- _Exercise instructions_
Write out all the data verbatim. Skip images.

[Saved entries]
-----

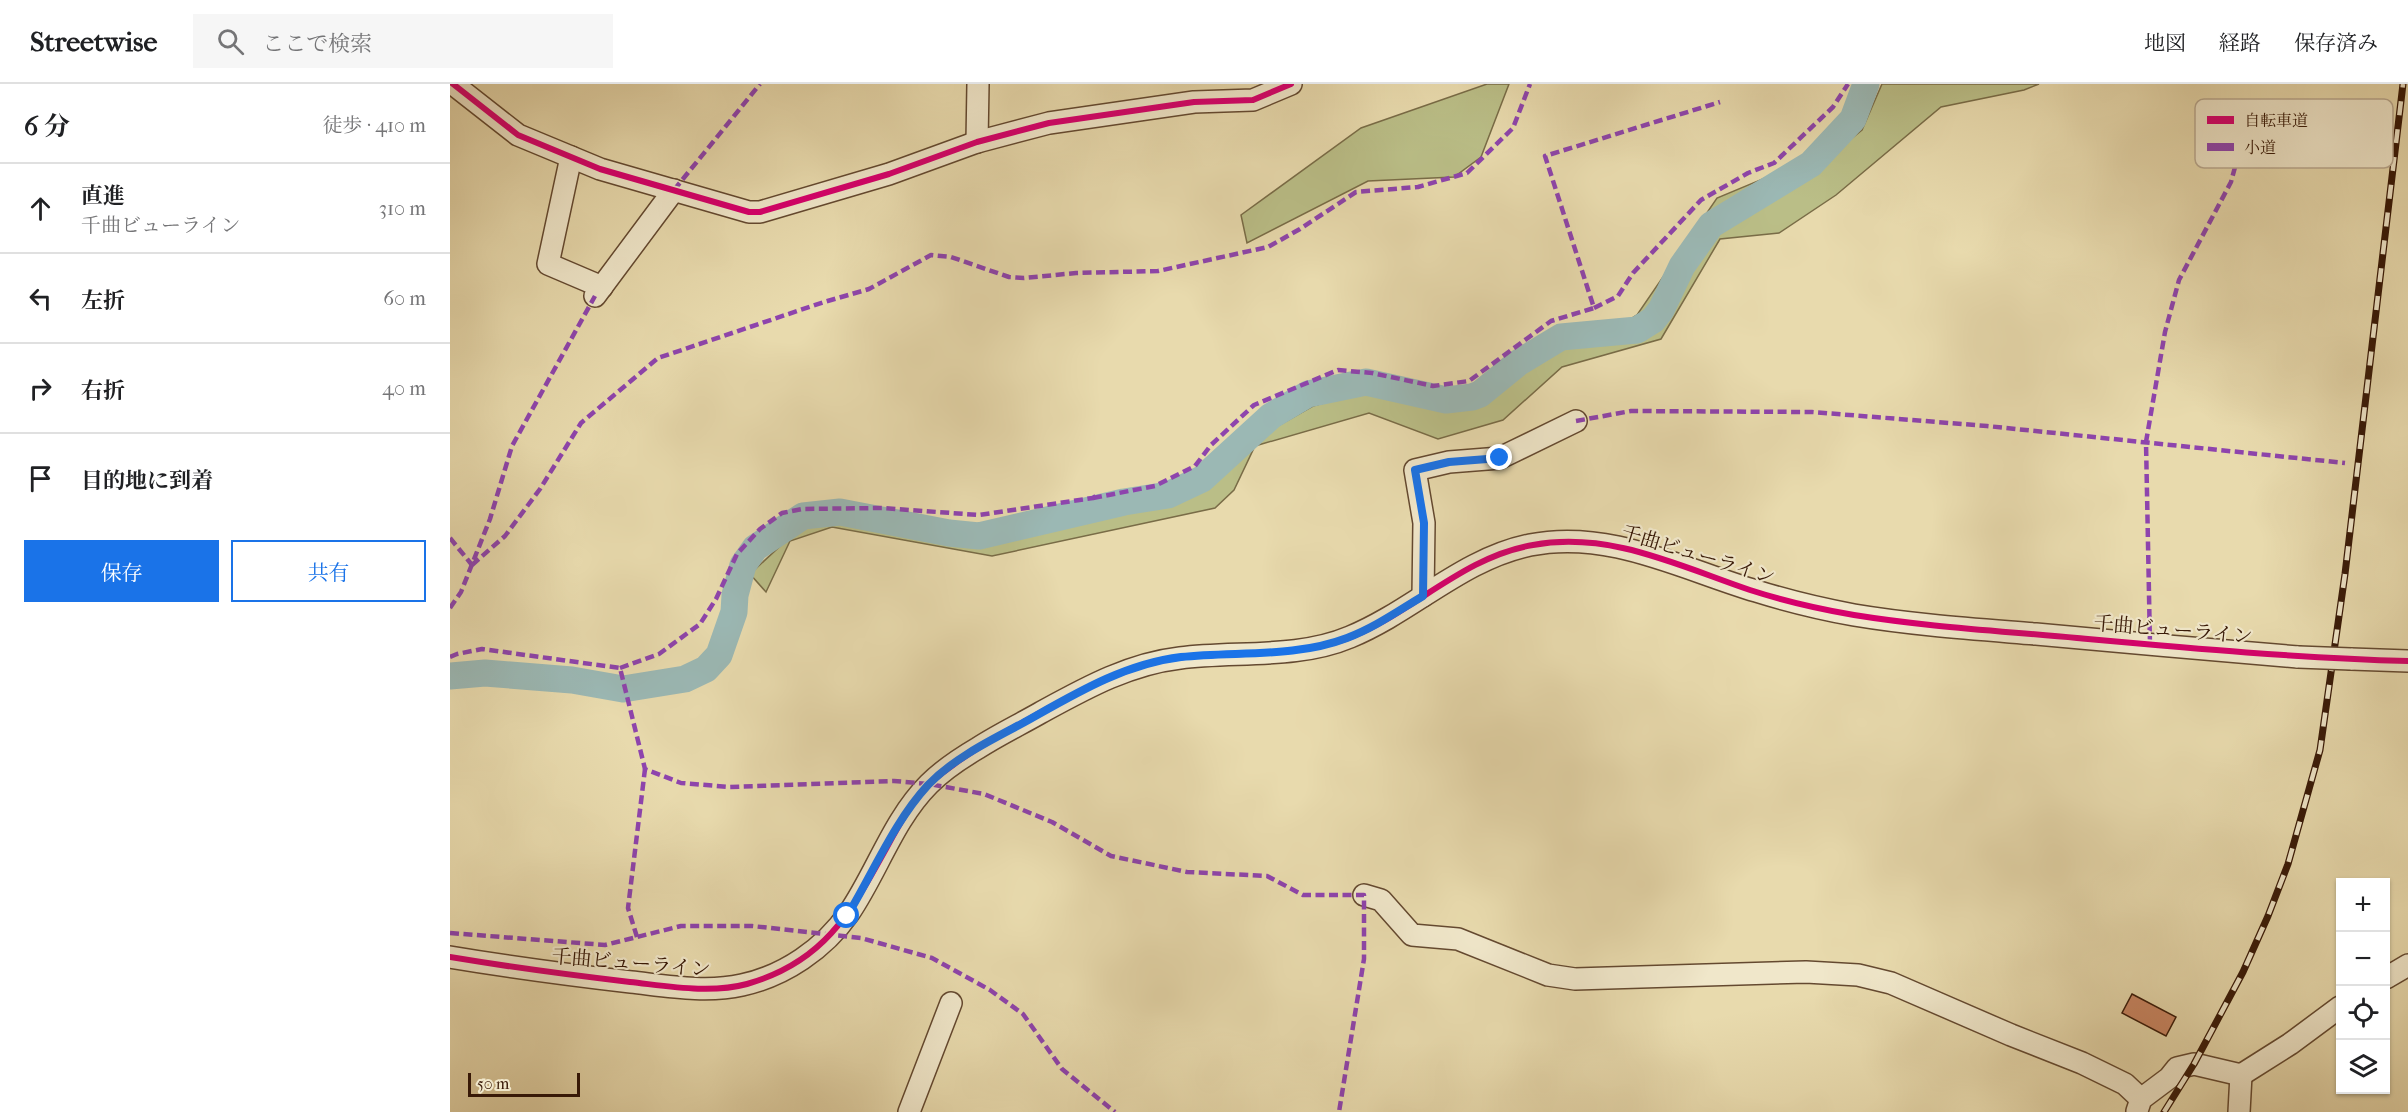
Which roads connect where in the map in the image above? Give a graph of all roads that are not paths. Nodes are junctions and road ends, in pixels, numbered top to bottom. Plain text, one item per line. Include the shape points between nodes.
1 (453, 84) edge
2 (978, 84) edge
3 (1291, 84) edge
4 (977, 142) junction
5 (571, 157) junction
6 (674, 190) junction
7 (1576, 421) dead end
8 (1423, 596) junction
9 (2408, 661) edge
10 (1364, 896) dead end
11 (450, 957) edge
12 (2408, 965) edge
13 (2390, 975) edge
14 (951, 1003) dead end
15 (2336, 1009) edge
16 (2241, 1075) junction
17 (2139, 1106) edge
18 (909, 1112) edge
19 (2240, 1112) edge

1 - 5 street via 518,135
2 - 4 street
3 - 4 street via 1253,100 1194,102 1081,118
4 - 6 street via 890,174 760,212
5 - 6 street
5 - 6 street via 548,264 599,291
7 - 8 street via 1500,458 1449,462 1415,470 1424,523
8 - 9 street, 千曲ビューライン, bridge via 1494,556 1532,545 1599,542 1638,551 1755,591 1855,615 2298,657
8 - 11 street, 千曲ビューライン via 1358,633 1323,646 1182,657 1123,671 982,745 929,784 906,812 847,916 820,946 800,961 746,984 717,988 662,985
10 - 17 street via 1381,900 1412,935 1458,939 1548,975 1575,979 1806,972 1858,975 1892,983 2114,1078 2125,1084
12 - 13 street
14 - 18 street
15 - 16 street
16 - 17 street via 2194,1064 2177,1068
16 - 19 street

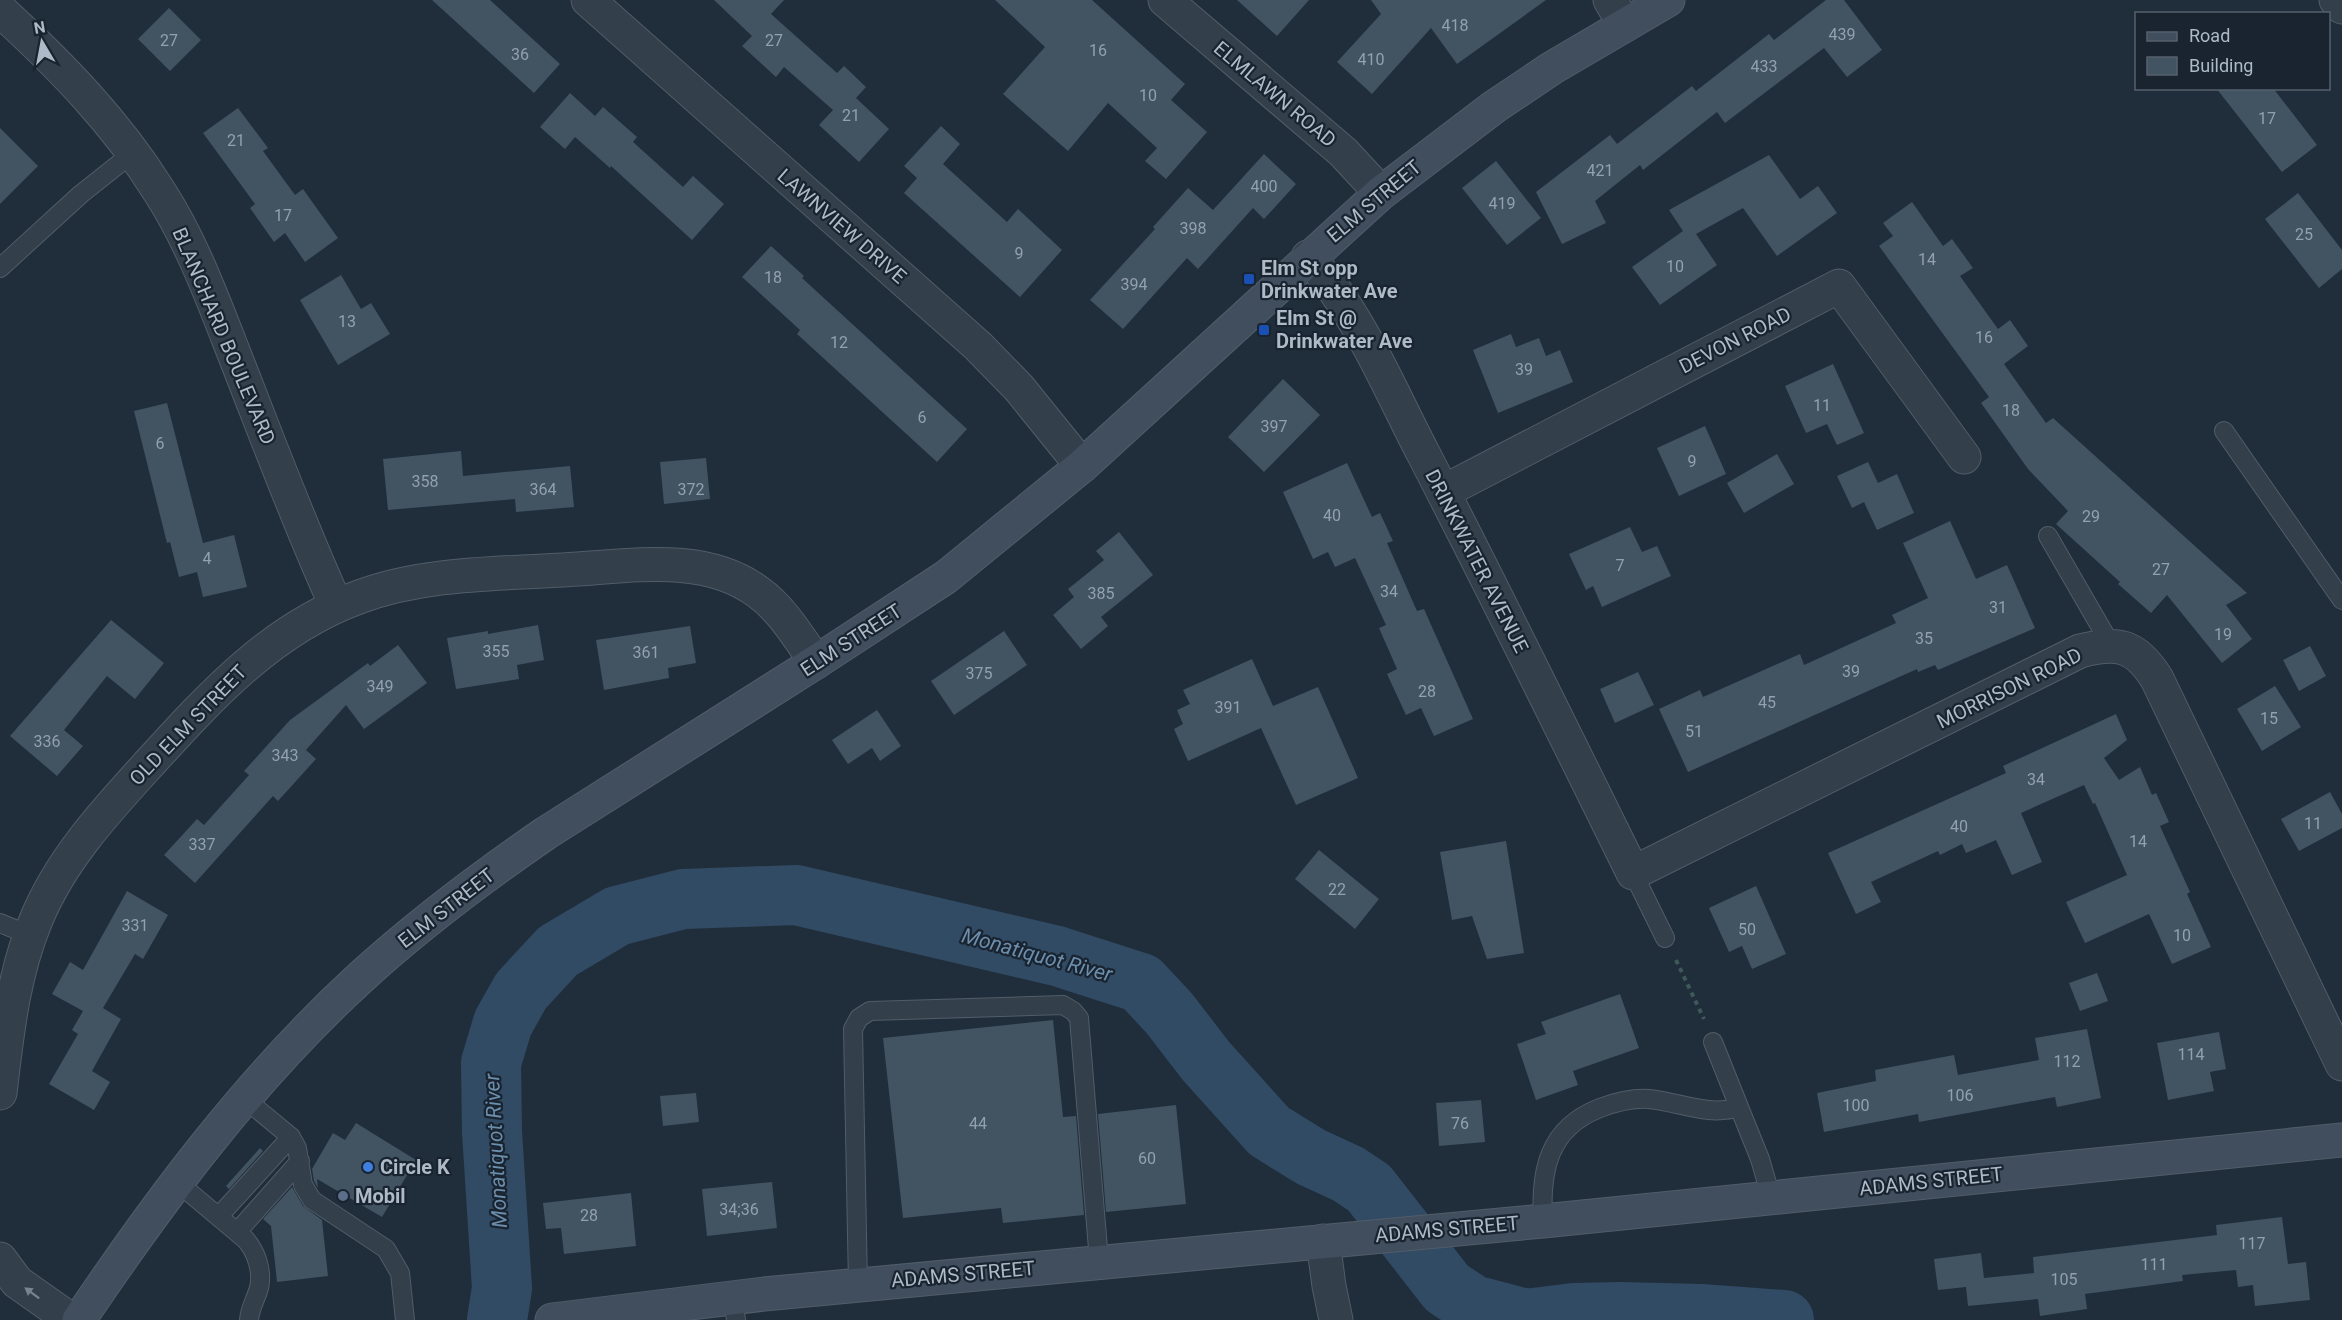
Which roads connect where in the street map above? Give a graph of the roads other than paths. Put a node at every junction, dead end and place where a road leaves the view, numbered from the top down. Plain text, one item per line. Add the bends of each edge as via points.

-----

- _Result of the exercise_
Which roads connect where in the map in the image above? Give a graph of all roads that are not paths. Nodes are junctions and road ends, in pixels, numbered top to bottom. Plain text, one item per line. Include the shape points between nodes.
1 (453, 84) edge
2 (978, 84) edge
3 (1291, 84) edge
4 (977, 142) junction
5 (571, 157) junction
6 (674, 190) junction
7 (1576, 421) dead end
8 (1423, 596) junction
9 (2408, 661) edge
10 (1364, 896) dead end
11 (450, 957) edge
12 (2408, 965) edge
13 (2390, 975) edge
14 (951, 1003) dead end
15 (2336, 1009) edge
16 (2241, 1075) junction
17 (2139, 1106) edge
18 (909, 1112) edge
19 (2240, 1112) edge

1 - 5 street via 518,135
2 - 4 street
3 - 4 street via 1253,100 1194,102 1081,118
4 - 6 street via 890,174 760,212
5 - 6 street
5 - 6 street via 548,264 599,291
7 - 8 street via 1500,458 1449,462 1415,470 1424,523
8 - 9 street, 千曲ビューライン, bridge via 1494,556 1532,545 1599,542 1638,551 1755,591 1855,615 2298,657
8 - 11 street, 千曲ビューライン via 1358,633 1323,646 1182,657 1123,671 982,745 929,784 906,812 847,916 820,946 800,961 746,984 717,988 662,985
10 - 17 street via 1381,900 1412,935 1458,939 1548,975 1575,979 1806,972 1858,975 1892,983 2114,1078 2125,1084
12 - 13 street
14 - 18 street
15 - 16 street
16 - 17 street via 2194,1064 2177,1068
16 - 19 street

Which roads connect where in the street map above? Give a graph of the roads other than paths. Put a node at every junction, dead end and place where a road leaves the view, numbered from the top down. Plain text, one item per line. Add the bends of each edge as via points.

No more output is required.